(Dataset excerpts)

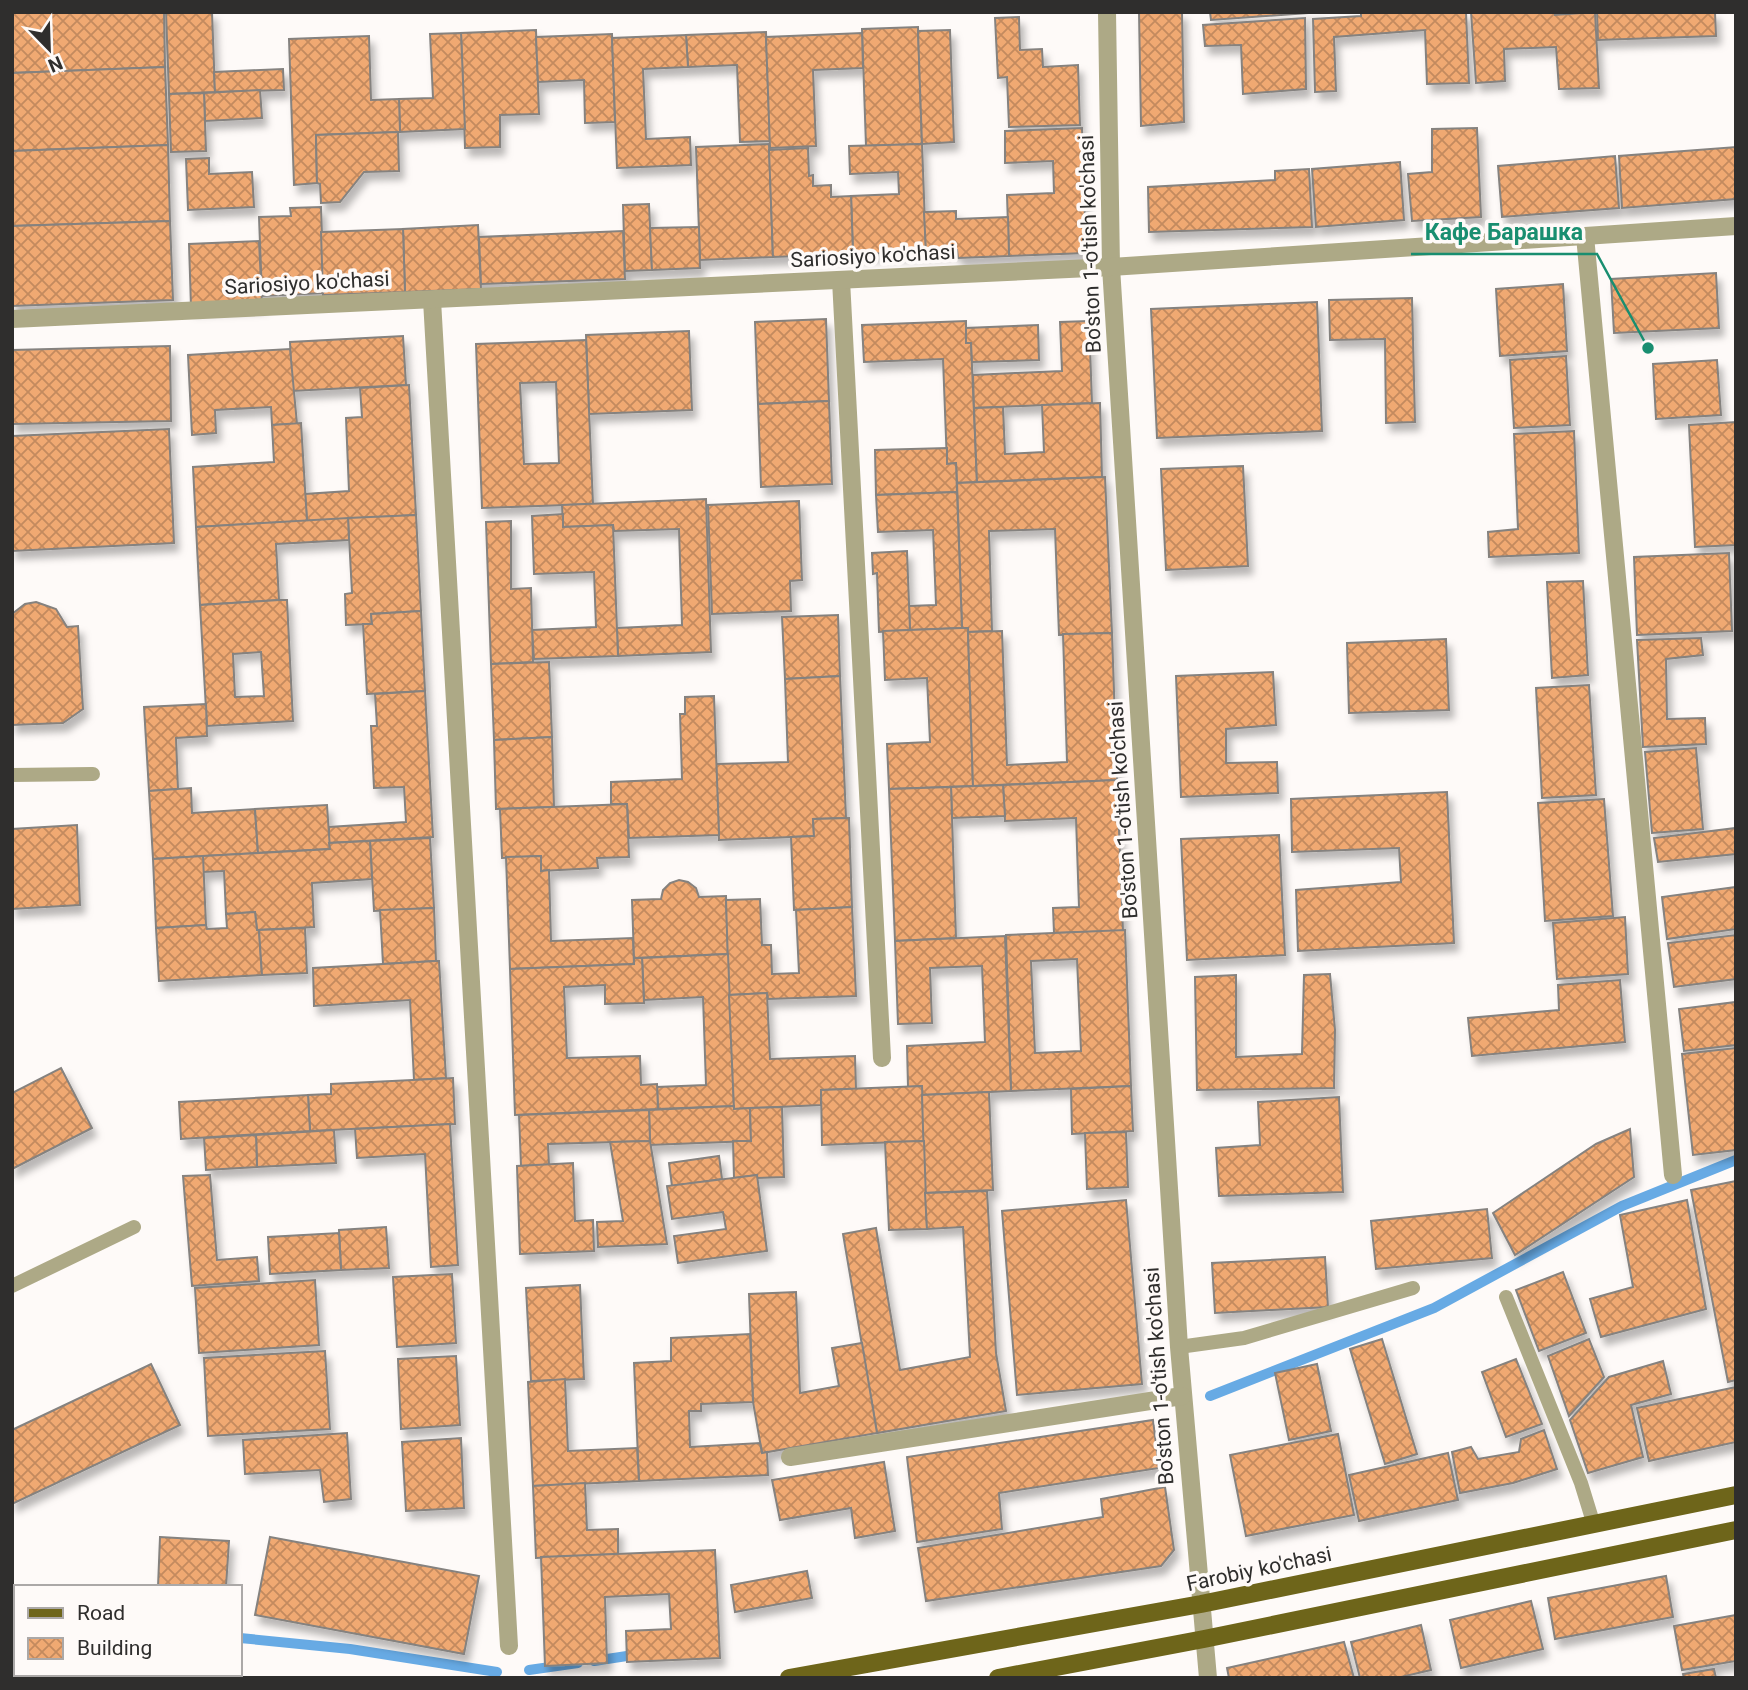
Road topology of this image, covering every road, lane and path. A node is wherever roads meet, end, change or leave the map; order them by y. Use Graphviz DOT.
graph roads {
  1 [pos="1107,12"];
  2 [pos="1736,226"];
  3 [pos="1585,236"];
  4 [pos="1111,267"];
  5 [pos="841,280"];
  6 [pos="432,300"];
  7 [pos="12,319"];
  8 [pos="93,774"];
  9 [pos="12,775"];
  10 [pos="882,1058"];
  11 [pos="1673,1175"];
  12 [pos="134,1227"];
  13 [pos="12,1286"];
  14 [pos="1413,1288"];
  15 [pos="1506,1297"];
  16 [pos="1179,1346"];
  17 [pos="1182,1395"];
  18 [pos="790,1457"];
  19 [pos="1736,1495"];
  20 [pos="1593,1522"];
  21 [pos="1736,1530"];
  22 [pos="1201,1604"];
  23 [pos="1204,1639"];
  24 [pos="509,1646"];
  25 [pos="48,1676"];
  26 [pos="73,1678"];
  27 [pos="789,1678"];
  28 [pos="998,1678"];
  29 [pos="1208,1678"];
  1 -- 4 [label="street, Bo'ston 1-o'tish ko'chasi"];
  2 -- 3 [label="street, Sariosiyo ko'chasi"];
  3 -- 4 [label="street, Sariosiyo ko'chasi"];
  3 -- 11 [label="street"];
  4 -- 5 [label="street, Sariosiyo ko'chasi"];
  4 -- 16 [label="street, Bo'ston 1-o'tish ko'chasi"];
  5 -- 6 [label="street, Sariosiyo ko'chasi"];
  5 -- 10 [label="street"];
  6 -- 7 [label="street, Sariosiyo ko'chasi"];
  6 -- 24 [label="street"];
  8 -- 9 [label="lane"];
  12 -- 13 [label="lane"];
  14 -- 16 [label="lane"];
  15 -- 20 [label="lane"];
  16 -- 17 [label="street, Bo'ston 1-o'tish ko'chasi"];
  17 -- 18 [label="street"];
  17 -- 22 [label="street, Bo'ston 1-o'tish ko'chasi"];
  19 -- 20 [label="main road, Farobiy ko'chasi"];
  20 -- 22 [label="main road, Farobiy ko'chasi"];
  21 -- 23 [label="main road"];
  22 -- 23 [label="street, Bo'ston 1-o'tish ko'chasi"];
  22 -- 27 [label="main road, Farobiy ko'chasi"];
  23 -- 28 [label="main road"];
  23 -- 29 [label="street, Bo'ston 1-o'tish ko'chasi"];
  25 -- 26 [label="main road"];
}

> **Exercise goal**: Nothing but an exact copy of the data, without its images, should make up your answer.

> **Response to this exercise**:
Road topology of this image, covering every road, lane and path. A node is wherever roads meet, end, change or leave the map; order them by y. Use Graphviz DOT.
graph roads {
  1 [pos="1107,12"];
  2 [pos="1736,226"];
  3 [pos="1585,236"];
  4 [pos="1111,267"];
  5 [pos="841,280"];
  6 [pos="432,300"];
  7 [pos="12,319"];
  8 [pos="93,774"];
  9 [pos="12,775"];
  10 [pos="882,1058"];
  11 [pos="1673,1175"];
  12 [pos="134,1227"];
  13 [pos="12,1286"];
  14 [pos="1413,1288"];
  15 [pos="1506,1297"];
  16 [pos="1179,1346"];
  17 [pos="1182,1395"];
  18 [pos="790,1457"];
  19 [pos="1736,1495"];
  20 [pos="1593,1522"];
  21 [pos="1736,1530"];
  22 [pos="1201,1604"];
  23 [pos="1204,1639"];
  24 [pos="509,1646"];
  25 [pos="48,1676"];
  26 [pos="73,1678"];
  27 [pos="789,1678"];
  28 [pos="998,1678"];
  29 [pos="1208,1678"];
  1 -- 4 [label="street, Bo'ston 1-o'tish ko'chasi"];
  2 -- 3 [label="street, Sariosiyo ko'chasi"];
  3 -- 4 [label="street, Sariosiyo ko'chasi"];
  3 -- 11 [label="street"];
  4 -- 5 [label="street, Sariosiyo ko'chasi"];
  4 -- 16 [label="street, Bo'ston 1-o'tish ko'chasi"];
  5 -- 6 [label="street, Sariosiyo ko'chasi"];
  5 -- 10 [label="street"];
  6 -- 7 [label="street, Sariosiyo ko'chasi"];
  6 -- 24 [label="street"];
  8 -- 9 [label="lane"];
  12 -- 13 [label="lane"];
  14 -- 16 [label="lane"];
  15 -- 20 [label="lane"];
  16 -- 17 [label="street, Bo'ston 1-o'tish ko'chasi"];
  17 -- 18 [label="street"];
  17 -- 22 [label="street, Bo'ston 1-o'tish ko'chasi"];
  19 -- 20 [label="main road, Farobiy ko'chasi"];
  20 -- 22 [label="main road, Farobiy ko'chasi"];
  21 -- 23 [label="main road"];
  22 -- 23 [label="street, Bo'ston 1-o'tish ko'chasi"];
  22 -- 27 [label="main road, Farobiy ko'chasi"];
  23 -- 28 [label="main road"];
  23 -- 29 [label="street, Bo'ston 1-o'tish ko'chasi"];
  25 -- 26 [label="main road"];
}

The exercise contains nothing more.